Geological records of atmospheric oxygen suggest that pO2 was less than 0.001% of present atmospheric levels (PAL) during the Archean, increasing abruptly to a Proterozoic value between 0.1% and 10% PAL, and rising quickly to modern levels in the Phanerozoic. Using a simple model of the biogeochemical cycles of carbon, oxygen, sulfur, hydrogen, iron, and phosphorous, we demonstrate that there are three stable states for atmospheric oxygen, roughly corresponding to levels observed in the geological record. These stable states arise from a series of specific positive and negative feedbacks, requiring a large geochemical perturbation to the redox state to transition from one to another. In particular, we show that a very low oxygen level in the Archean (i.e., 10-7 PAL) is consistent with the presence of oxygenic photosynthesis and a robust organic carbon cycle. We show that the Snowball Earth glaciations, which immediately precede both transitions, provide an appropriate transient increase in atmospheric oxygen to drive the atmosphere either from its Archean state to its Proterozoic state, or from its Proterozoic state to its Phanerozoic state.
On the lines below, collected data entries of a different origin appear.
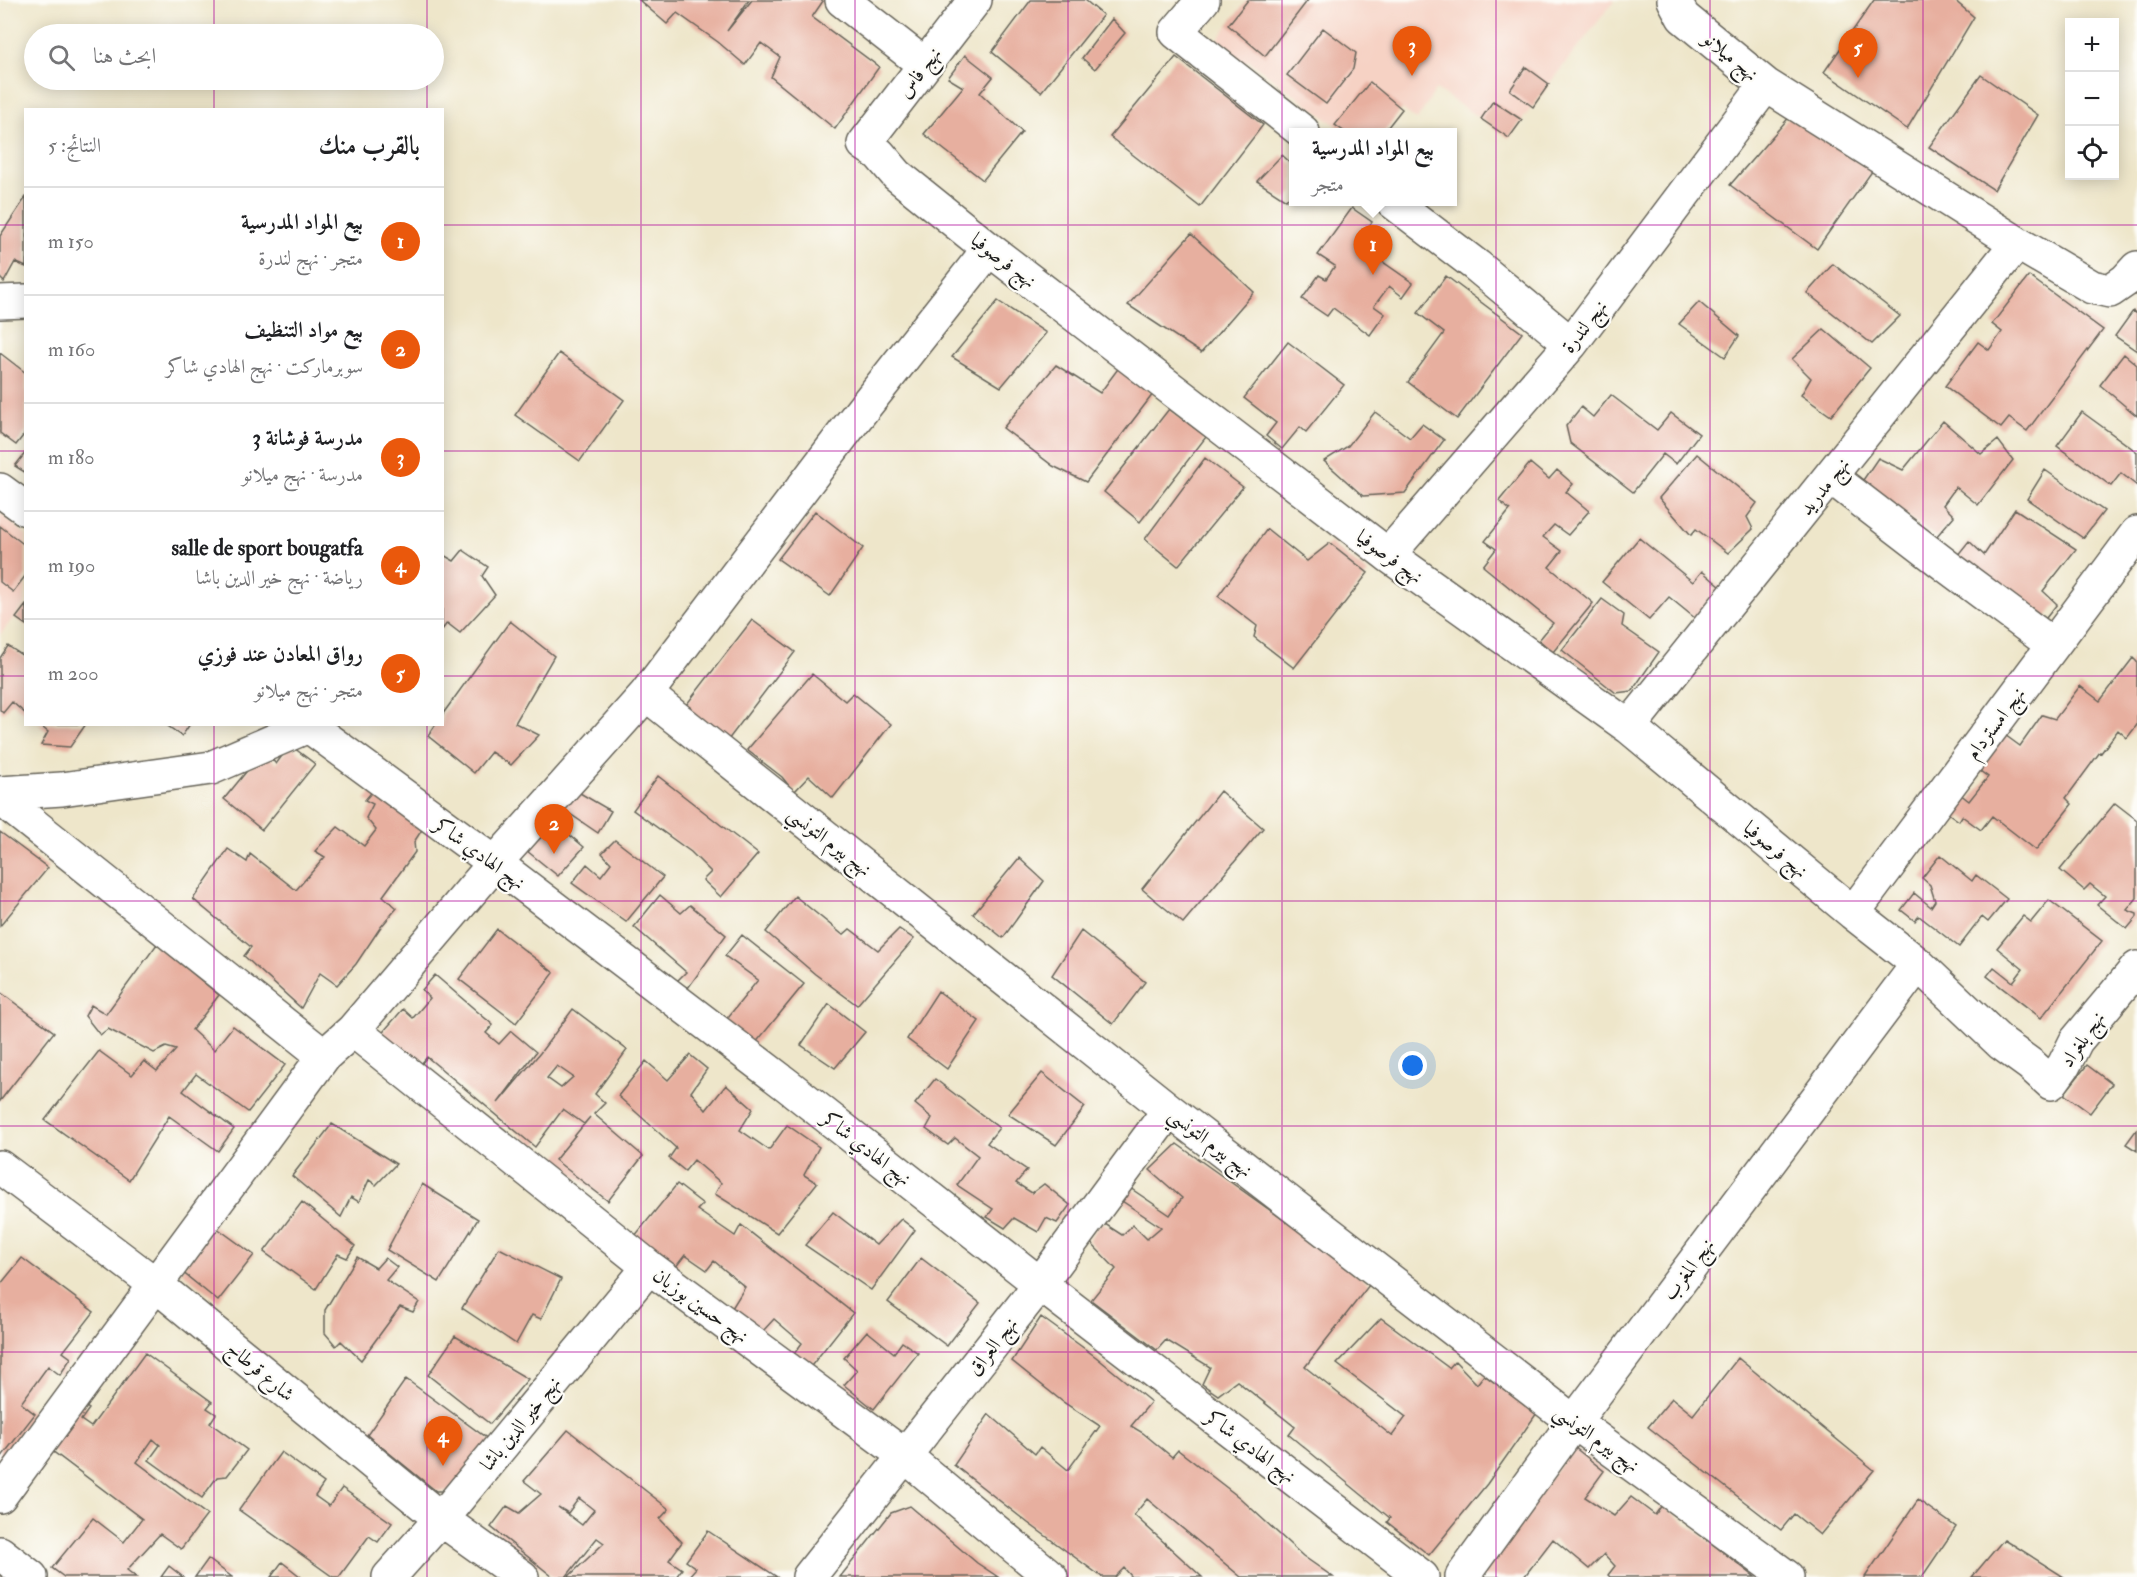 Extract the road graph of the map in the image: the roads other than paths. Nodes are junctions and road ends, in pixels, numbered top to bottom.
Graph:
1 (842, 0) edge
2 (975, 0) edge
3 (1203, 0) edge
4 (1674, 0) edge
5 (925, 65) junction
6 (1766, 85) junction
7 (1298, 128) edge
8 (864, 144) joint
9 (1399, 206) edge
10 (2017, 243) junction
11 (989, 249) junction
12 (2137, 268) edge
13 (0, 302) edge
14 (24, 302) edge
15 (1571, 344) junction
16 (1831, 477) junction
17 (0, 490) edge
18 (24, 508) edge
19 (2137, 533) edge
20 (1388, 555) junction
21 (2053, 645) junction
22 (646, 694) junction
23 (1629, 727) junction
24 (320, 730) edge
25 (0, 793) edge
26 (0, 798) edge
27 (495, 863) junction
28 (1853, 913) junction
29 (1918, 964) junction
30 (2136, 972) edge
31 (353, 1030) junction
32 (324, 1056) junction
33 (2051, 1083) joint
34 (1169, 1110) junction
35 (0, 1167) edge
36 (649, 1267) junction
37 (155, 1284) junction
38 (1040, 1284) junction
39 (1574, 1422) junction
40 (905, 1456) junction
41 (0, 1496) edge
42 (441, 1520) junction
43 (0, 1553) edge
44 (31, 1577) edge
45 (389, 1577) edge
46 (522, 1577) edge
47 (809, 1577) edge
48 (1051, 1577) edge
49 (1422, 1577) edge
50 (1462, 1577) edge
51 (1787, 1577) edge

1 - 5 street
2 - 5 street, نهج فاس
3 - 7 street
4 - 6 street, نهج ميلانو
5 - 8 street, نهج فاس
6 - 10 street, نهج ميلانو
6 - 15 street, نهج لندرة
8 - 11 street, نهج فرصوفيا
9 - 15 street
10 - 12 street, نهج ميلانو
10 - 16 street, نهج مدريد
11 - 20 street, نهج فرصوفيا
11 - 22 street
13 - 14 street
15 - 20 street, نهج لندرة
16 - 21 street
16 - 23 street, نهج مدريد
17 - 18 street
19 - 21 street, نهج امستردام
20 - 23 street, نهج فرصوفيا
21 - 28 street, نهج امستردام
22 - 27 street
22 - 34 street, نهج بيرم التونسي
23 - 28 street, نهج فرصوفيا
24 - 25 street
24 - 27 street, نهج الهادي شاكر
26 - 32 street
27 - 31 street
27 - 38 street, نهج الهادي شاكر
28 - 29 street, نهج فرصوفيا
29 - 33 street, نهج فرصوفيا
29 - 39 street, نهج المغرب
30 - 33 street, نهج بلغراد
31 - 32 street
31 - 36 street, نهج حسين بوزيان
32 - 37 street
34 - 38 street, نهج العراق
34 - 39 street, نهج بيرم التونسي
35 - 37 street, شارع قرطاج
36 - 40 street, نهج حسين بوزيان
36 - 42 street, نهج خير الدين باشا
37 - 41 street
37 - 42 street, شارع قرطاج
38 - 40 street, نهج العراق
38 - 49 street, نهج الهادي شاكر
39 - 50 street, نهج المغرب
39 - 51 street, نهج بيرم التونسي
40 - 47 street, نهج العراق
40 - 48 street, نهج حسين بوزيان
42 - 45 street, نهج خير الدين باشا
42 - 46 street, شارع قرطاج
43 - 44 street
This hypothesis provides a mechanistic explanation for the apparent synchronicity of the Proterozoic Snowball Earth events with both the Great Oxidation Event, and the Neoproterozoic oxidation.

Highlights

  • Though pO2 may have varied between these bounds through the Proterozoic, the appearance of large multicellular animals and large colonial algae supports a second rise in O2 near the end of the Neoproterozoic (Anbar & Knoll 2002), and the charcoal record requires at least 60% present atmospheric levels (PAL) since the Silurian (Scott & Glasspool 2006)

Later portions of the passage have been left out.